» **Task item**: Copy each line of the entries beneath that contains the word "улица".

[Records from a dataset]
Content starts

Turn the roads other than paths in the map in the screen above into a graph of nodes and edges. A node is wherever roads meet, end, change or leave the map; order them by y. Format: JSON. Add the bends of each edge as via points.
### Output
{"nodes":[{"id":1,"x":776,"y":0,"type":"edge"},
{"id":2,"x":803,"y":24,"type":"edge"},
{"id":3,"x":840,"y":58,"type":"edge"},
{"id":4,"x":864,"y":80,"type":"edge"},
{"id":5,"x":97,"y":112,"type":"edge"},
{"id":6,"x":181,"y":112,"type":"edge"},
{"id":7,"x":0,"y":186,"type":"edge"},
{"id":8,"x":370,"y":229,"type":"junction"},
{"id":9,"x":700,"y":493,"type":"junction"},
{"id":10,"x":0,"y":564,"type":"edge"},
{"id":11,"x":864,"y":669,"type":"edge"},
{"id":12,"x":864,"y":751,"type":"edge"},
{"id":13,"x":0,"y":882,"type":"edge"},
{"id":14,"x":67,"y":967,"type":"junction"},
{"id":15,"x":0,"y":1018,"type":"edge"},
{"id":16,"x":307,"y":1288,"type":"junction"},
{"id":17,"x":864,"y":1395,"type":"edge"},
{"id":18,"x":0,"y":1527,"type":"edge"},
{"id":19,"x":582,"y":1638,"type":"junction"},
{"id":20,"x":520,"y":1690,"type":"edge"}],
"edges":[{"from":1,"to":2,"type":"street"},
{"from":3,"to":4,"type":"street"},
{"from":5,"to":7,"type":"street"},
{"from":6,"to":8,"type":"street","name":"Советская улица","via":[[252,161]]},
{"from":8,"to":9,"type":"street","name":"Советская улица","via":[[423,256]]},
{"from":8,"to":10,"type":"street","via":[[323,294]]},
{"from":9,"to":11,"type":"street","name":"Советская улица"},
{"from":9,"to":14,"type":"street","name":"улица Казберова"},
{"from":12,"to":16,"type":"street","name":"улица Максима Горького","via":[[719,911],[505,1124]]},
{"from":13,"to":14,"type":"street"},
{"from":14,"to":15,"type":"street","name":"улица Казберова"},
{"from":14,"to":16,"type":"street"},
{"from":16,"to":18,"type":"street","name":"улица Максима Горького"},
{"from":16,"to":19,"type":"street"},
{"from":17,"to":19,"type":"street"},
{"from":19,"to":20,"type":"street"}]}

Content ends

» **Answer to this task**:
{"from":6,"to":8,"type":"street","name":"Советская улица","via":[[252,161]]},
{"from":8,"to":9,"type":"street","name":"Советская улица","via":[[423,256]]},
{"from":9,"to":11,"type":"street","name":"Советская улица"},
{"from":9,"to":14,"type":"street","name":"улица Казберова"},
{"from":12,"to":16,"type":"street","name":"улица Максима Горького","via":[[719,911],[505,1124]]},
{"from":14,"to":15,"type":"street","name":"улица Казберова"},
{"from":16,"to":18,"type":"street","name":"улица Максима Горького"},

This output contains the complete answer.